You can use Apache Sqoop to automate the process of importing data from other RDBMS than MySQL, Oracle, PostgreSQL, and SQL Server.

Apache Sqoop uses JDBC (Java Database Connectivity) to connect databases. Make sure you have the JAR file to access your database.
  1. Check that your job can download the .jar file from HDFS:

    hdfs dfs -get /path/folder/my_JDBC_file.jar (1) (2)

    Where

    1 /path/folder/ is the path to your folder.
    2 my_JDBC_file.jar is the name of your JAR file.
  2. Add the .jar file to the HADOOP_CLASSPATH environment variable:

    export HADOOP_CLASSPATH=$HADOOP_CLASSPATH:./my_JDBC_file.jar

    Adding the JAR file to the classpath is essential, as it enables Hadoop to find and use the classes contained in the JAR file at runtime.
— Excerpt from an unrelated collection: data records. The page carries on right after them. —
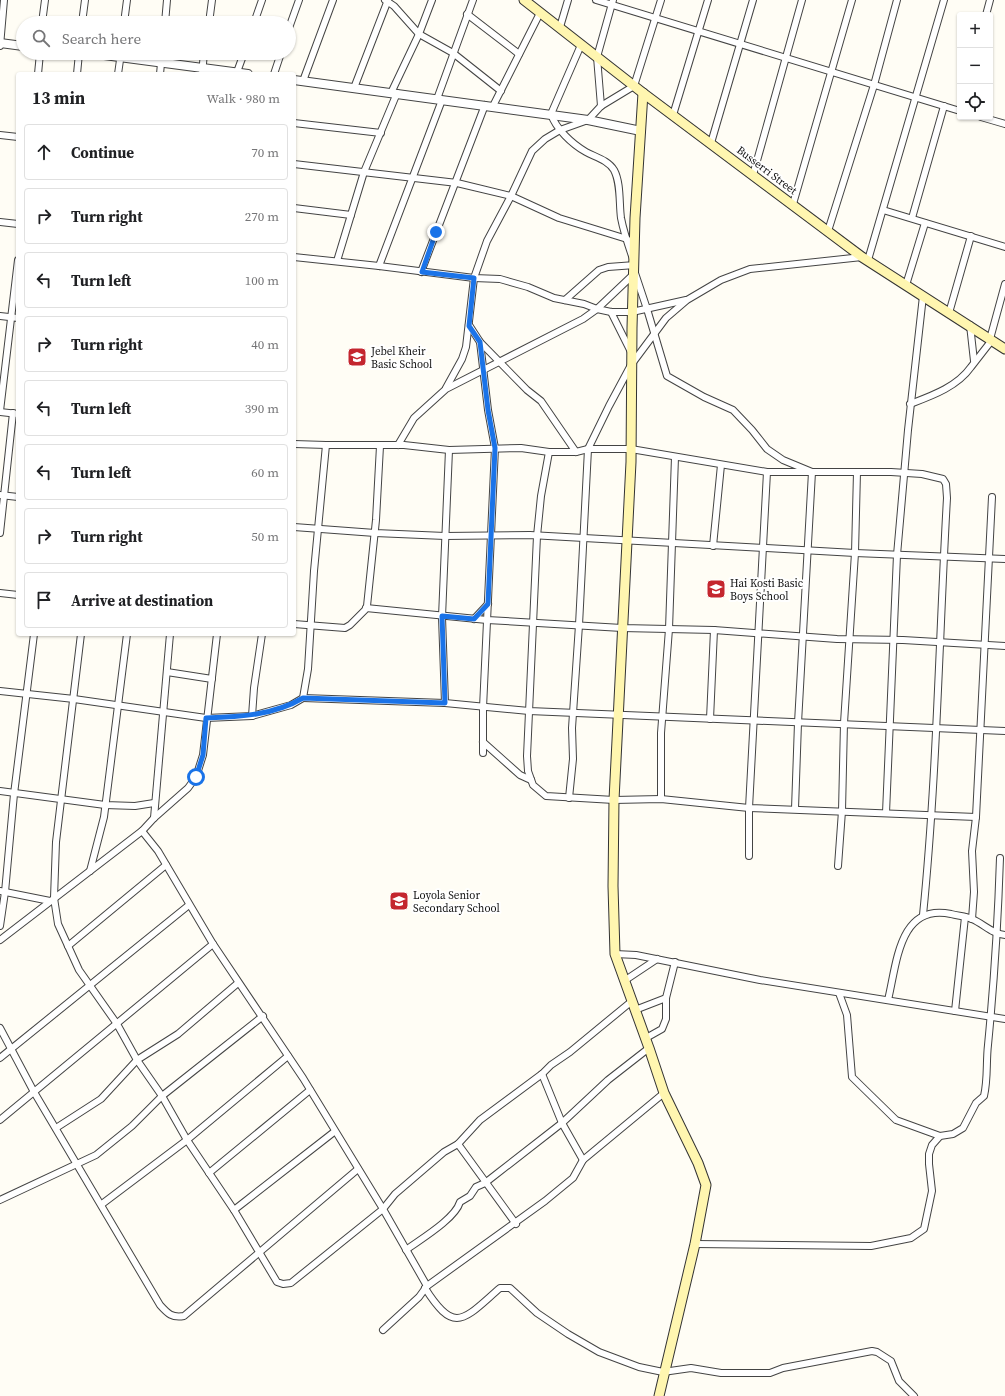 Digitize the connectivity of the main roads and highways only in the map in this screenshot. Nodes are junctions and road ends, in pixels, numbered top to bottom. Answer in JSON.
{"nodes":[{"id":1,"x":524,"y":0,"type":"edge"},
{"id":2,"x":644,"y":93,"type":"junction"},
{"id":3,"x":1005,"y":349,"type":"edge"},
{"id":4,"x":659,"y":1396,"type":"edge"}],
"edges":[{"from":1,"to":2,"type":"main road","name":"Busserri Street"},
{"from":2,"to":3,"type":"main road","name":"Busserri Street"},
{"from":2,"to":4,"type":"main road"}]}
  3. Run the following Sqoop script:

    # Specify the database driver used to connect to your RDBMS.
    driver=<rdms> (1)
    # Specify the IP or DNS address of the database server.
    ip=<database-ip> (2)
    # Specify the port number on which the database server is listening.
    port=<port> (3)
    # Specify the username used to log in to the database.
    username=myuser (4)
    # Specify the password used to log in to the database.
    password=mypwd (4)
    # Specify the name of the database from which the data will be imported.
    database=mydb (4)
    # Specify the name of the table in the database from which the data will be imported.
    table=mytable (4)
    # Specify the destination folder in HDFS where data will be stored.
    hdfsdest=/user/hdfs/$table (4)
    
    # Import data from the specified table in the RDBMS into HDFS.
    sqoop import --connect jdbc:$driver://$ip:$port/$database --username $username --password $password \
    --target-dir $hdfsdest \
    --num-mappers 1 \
    --table $table

    Where:

    1 <rdms> must be replaced with the specific JDBC driver for the RDMS you want to use.
    2 <database-ip> must be replaced with the IP address of your database server.
    3 <port> must be replaced with the port number on which the database server is listening.
    4 The other fields must also be replaced with the correct values corresponding to the database and HDFS setup.